His phone has been switched off since then.
'Fleeing like crazy'
Officials said four gunmen burst into the hotel, which is not part of the global InterContinental chain, on Saturday night, opening fire and taking dozens of people hostage.
Afghan Telecom regional director Aziz Tayeb, who was one of dozens of people at the hotel attending an IT conference, said he saw the attackers enter.
"Everything became chaotic in a moment. I hid behind a pillar and I saw people who were enjoying themselves a second ago screaming and fleeing like crazy, and some of them falling down, hit by bullets," Tayeb told AFP.
Local resident Abdul Sattar said he had spoken by phone to friends who are hotel staff and had been trapped inside.
"Suddenly (militants) attacked the dinner gathering... (then) they broke into the rooms, took some people hostage and they opened fire on some of them," he told AFP.
Rahimi said the attackers were armed with light weapons and rocket-propelled grenades when they stormed the hotel, a popular venue for weddings, conferences and political gatherings.

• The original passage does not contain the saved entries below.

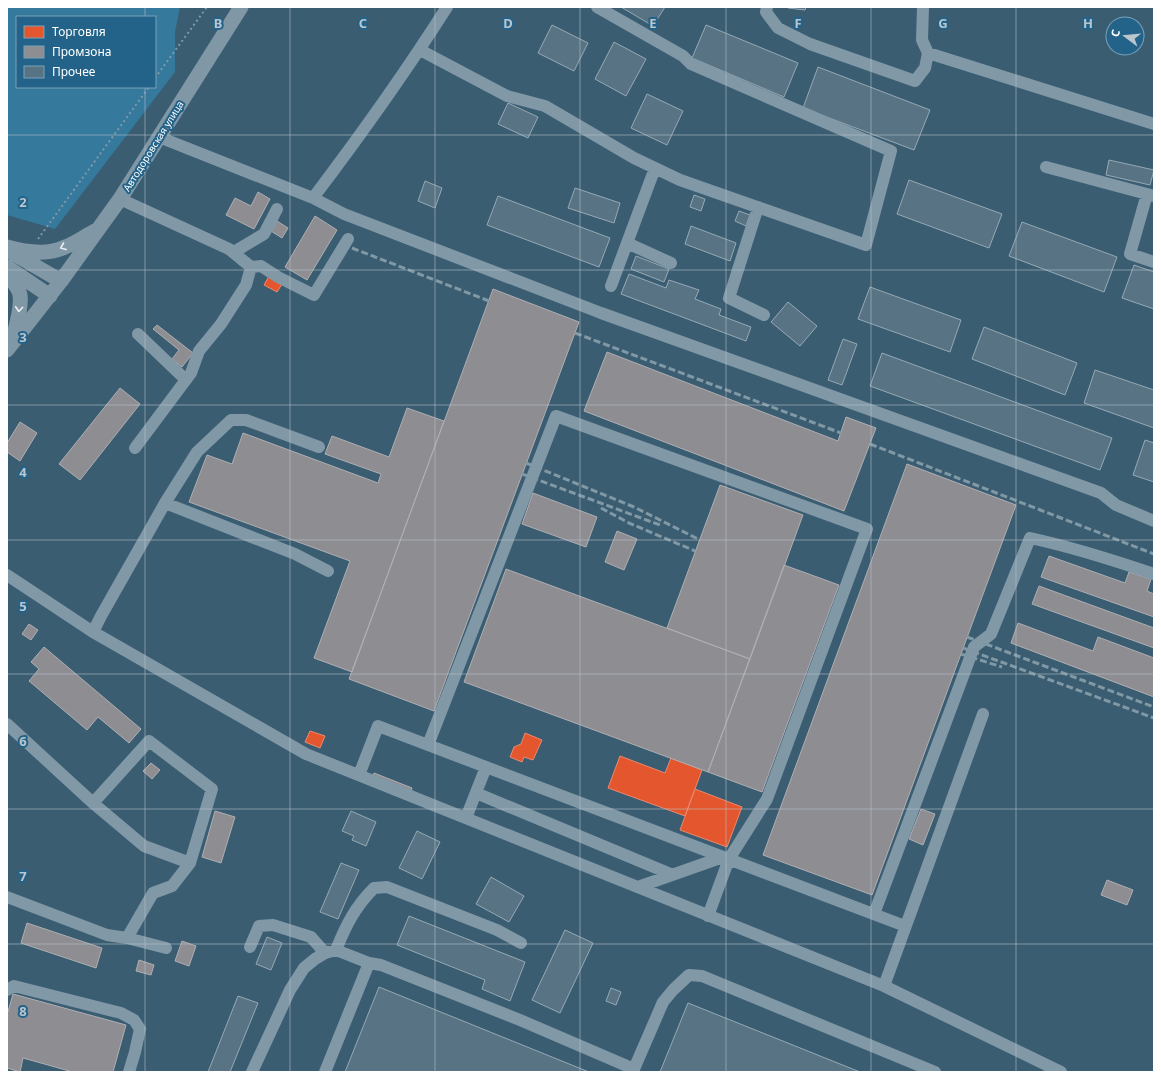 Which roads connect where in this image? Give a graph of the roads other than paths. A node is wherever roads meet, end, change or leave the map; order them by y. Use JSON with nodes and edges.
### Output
{"nodes":[{"id":1,"x":241,"y":7,"type":"edge"},
{"id":2,"x":447,"y":7,"type":"edge"},
{"id":3,"x":597,"y":7,"type":"edge"},
{"id":4,"x":767,"y":7,"type":"edge"},
{"id":5,"x":923,"y":7,"type":"edge"},
{"id":6,"x":420,"y":50,"type":"junction"},
{"id":7,"x":928,"y":53,"type":"junction"},
{"id":8,"x":1154,"y":124,"type":"edge"},
{"id":9,"x":159,"y":137,"type":"junction"},
{"id":10,"x":1046,"y":167,"type":"dead end"},
{"id":11,"x":656,"y":168,"type":"junction"},
{"id":12,"x":1151,"y":195,"type":"edge"},
{"id":13,"x":313,"y":198,"type":"junction"},
{"id":14,"x":120,"y":199,"type":"junction"},
{"id":15,"x":758,"y":207,"type":"junction"},
{"id":16,"x":277,"y":209,"type":"dead end"},
{"id":17,"x":98,"y":229,"type":"junction"},
{"id":18,"x":348,"y":239,"type":"dead end"},
{"id":19,"x":627,"y":243,"type":"junction"},
{"id":20,"x":7,"y":248,"type":"edge"},
{"id":21,"x":234,"y":252,"type":"junction"},
{"id":22,"x":1154,"y":262,"type":"edge"},
{"id":23,"x":671,"y":263,"type":"dead end"},
{"id":24,"x":7,"y":267,"type":"edge"},
{"id":25,"x":251,"y":267,"type":"junction"},
{"id":26,"x":7,"y":274,"type":"edge"},
{"id":27,"x":61,"y":282,"type":"junction"},
{"id":28,"x":611,"y":286,"type":"dead end"},
{"id":29,"x":50,"y":296,"type":"junction"},
{"id":30,"x":764,"y":315,"type":"dead end"},
{"id":31,"x":138,"y":334,"type":"dead end"},
{"id":32,"x":8,"y":348,"type":"edge"},
{"id":33,"x":186,"y":380,"type":"junction"},
{"id":34,"x":319,"y":447,"type":"dead end"},
{"id":35,"x":135,"y":448,"type":"dead end"},
{"id":36,"x":165,"y":503,"type":"junction"},
{"id":37,"x":1154,"y":521,"type":"edge"},
{"id":38,"x":328,"y":571,"type":"dead end"},
{"id":39,"x":1154,"y":574,"type":"edge"},
{"id":40,"x":7,"y":575,"type":"edge"},
{"id":41,"x":93,"y":632,"type":"junction"},
{"id":42,"x":983,"y":714,"type":"dead end"},
{"id":43,"x":7,"y":724,"type":"edge"},
{"id":44,"x":428,"y":745,"type":"junction"},
{"id":45,"x":486,"y":767,"type":"junction"},
{"id":46,"x":358,"y":775,"type":"junction"},
{"id":47,"x":476,"y":793,"type":"junction"},
{"id":48,"x":93,"y":803,"type":"junction"},
{"id":49,"x":466,"y":818,"type":"junction"},
{"id":50,"x":726,"y":858,"type":"junction"},
{"id":51,"x":190,"y":863,"type":"junction"},
{"id":52,"x":673,"y":875,"type":"junction"},
{"id":53,"x":638,"y":887,"type":"junction"},
{"id":54,"x":7,"y":897,"type":"edge"},
{"id":55,"x":874,"y":914,"type":"junction"},
{"id":56,"x":708,"y":916,"type":"junction"},
{"id":57,"x":905,"y":926,"type":"junction"},
{"id":58,"x":127,"y":938,"type":"junction"},
{"id":59,"x":521,"y":943,"type":"dead end"},
{"id":60,"x":250,"y":947,"type":"dead end"},
{"id":61,"x":166,"y":948,"type":"dead end"},
{"id":62,"x":331,"y":951,"type":"junction"},
{"id":63,"x":369,"y":962,"type":"junction"},
{"id":64,"x":884,"y":986,"type":"junction"},
{"id":65,"x":7,"y":990,"type":"edge"},
{"id":66,"x":633,"y":1070,"type":"edge"},
{"id":67,"x":129,"y":1072,"type":"edge"},
{"id":68,"x":252,"y":1072,"type":"edge"},
{"id":69,"x":324,"y":1072,"type":"edge"},
{"id":70,"x":935,"y":1072,"type":"edge"},
{"id":71,"x":1062,"y":1072,"type":"edge"}],
"edges":[{"from":1,"to":9,"type":"main road","name":"Автодоровская улица"},
{"from":2,"to":6,"type":"lane"},
{"from":3,"to":15,"type":"lane"},
{"from":4,"to":7,"type":"lane"},
{"from":5,"to":7,"type":"lane"},
{"from":6,"to":11,"type":"lane"},
{"from":6,"to":13,"type":"lane"},
{"from":7,"to":8,"type":"lane"},
{"from":9,"to":13,"type":"lane"},
{"from":9,"to":14,"type":"main road","name":"Автодоровская улица"},
{"from":10,"to":12,"type":"lane"},
{"from":11,"to":15,"type":"lane"},
{"from":11,"to":19,"type":"lane"},
{"from":12,"to":22,"type":"lane"},
{"from":13,"to":37,"type":"lane"},
{"from":14,"to":17,"type":"main road","name":"Автодоровская улица"},
{"from":14,"to":21,"type":"lane"},
{"from":15,"to":30,"type":"lane"},
{"from":16,"to":21,"type":"lane"},
{"from":17,"to":20,"type":"main road","one_way":true},
{"from":17,"to":27,"type":"main road","name":"Автодоровская улица"},
{"from":18,"to":25,"type":"lane"},
{"from":19,"to":23,"type":"lane"},
{"from":19,"to":28,"type":"lane"},
{"from":20,"to":27,"type":"main road"},
{"from":21,"to":25,"type":"lane"},
{"from":24,"to":29,"type":"main road"},
{"from":25,"to":33,"type":"lane"},
{"from":26,"to":32,"type":"main road","one_way":true},
{"from":27,"to":29,"type":"main road","name":"Автодоровская улица"},
{"from":29,"to":32,"type":"main road","name":"Автодоровская улица"},
{"from":31,"to":33,"type":"lane"},
{"from":33,"to":35,"type":"lane"},
{"from":34,"to":36,"type":"lane"},
{"from":36,"to":38,"type":"lane"},
{"from":36,"to":41,"type":"lane"},
{"from":39,"to":55,"type":"lane"},
{"from":40,"to":41,"type":"lane"},
{"from":41,"to":46,"type":"lane"},
{"from":42,"to":57,"type":"lane"},
{"from":43,"to":48,"type":"lane"},
{"from":44,"to":45,"type":"lane"},
{"from":44,"to":46,"type":"lane"},
{"from":44,"to":50,"type":"lane"},
{"from":45,"to":47,"type":"lane"},
{"from":45,"to":50,"type":"lane"},
{"from":46,"to":49,"type":"lane"},
{"from":47,"to":49,"type":"lane"},
{"from":47,"to":52,"type":"lane"},
{"from":48,"to":51,"type":"lane"},
{"from":48,"to":51,"type":"lane"},
{"from":49,"to":53,"type":"lane"},
{"from":50,"to":52,"type":"lane"},
{"from":50,"to":55,"type":"lane"},
{"from":50,"to":56,"type":"lane"},
{"from":51,"to":58,"type":"lane"},
{"from":52,"to":53,"type":"lane"},
{"from":53,"to":56,"type":"lane"},
{"from":54,"to":58,"type":"lane"},
{"from":55,"to":57,"type":"lane"},
{"from":56,"to":64,"type":"lane"},
{"from":57,"to":64,"type":"lane"},
{"from":58,"to":61,"type":"lane"},
{"from":59,"to":62,"type":"lane"},
{"from":60,"to":62,"type":"lane"},
{"from":62,"to":63,"type":"lane"},
{"from":62,"to":68,"type":"lane"},
{"from":63,"to":66,"type":"lane"},
{"from":63,"to":69,"type":"lane"},
{"from":64,"to":71,"type":"lane"},
{"from":65,"to":67,"type":"lane"},
{"from":66,"to":70,"type":"lane"}]}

Security in Kabul has been ramped up since May 31 when a massive truck bomb killed some 150 people and wounded around 400 -- mostly civilians.
But the resurgent Taliban and Islamic State are both scaling up their assaults on the city, with multiple devastating attacks in recent weeks.
The attack on the Intercontinental was just one of several bloody assaults on Sunday. In a village in the northern province of Balkh, Taliban militants went from house to house in the middle of the night, pulling police from their homes and shooting them dead. At least 18 officers were killed, deputy police chief Abdul Raziq Qaderi told AFP. In Herat in the west at least eight civilians were killed when a car hit a Taliban-planted roadside mine, officials there said.
The last major attack on a high-end hotel in Kabul was in March 2014 when four teenage gunmen raided the Serena, killing nine people including AFP journalist Sardar Ahmad.
The overnight siege is not the first time the Intercontinental has been targeted: in 2011 a suicide attack claimed by the Taliban killed 21 people there, including 10 civilians.
Danish said authorities were questioning how the attackers got past the hotel's security, which was taken over by a private company three weeks ago.
"We will investigate it," he said.
A hotel employee told AFP that as he fled the hotel he saw the new security guards running for their lives.
"They didn't do anything, they didn't attack. They had no experience," the man said on condition of anonymity.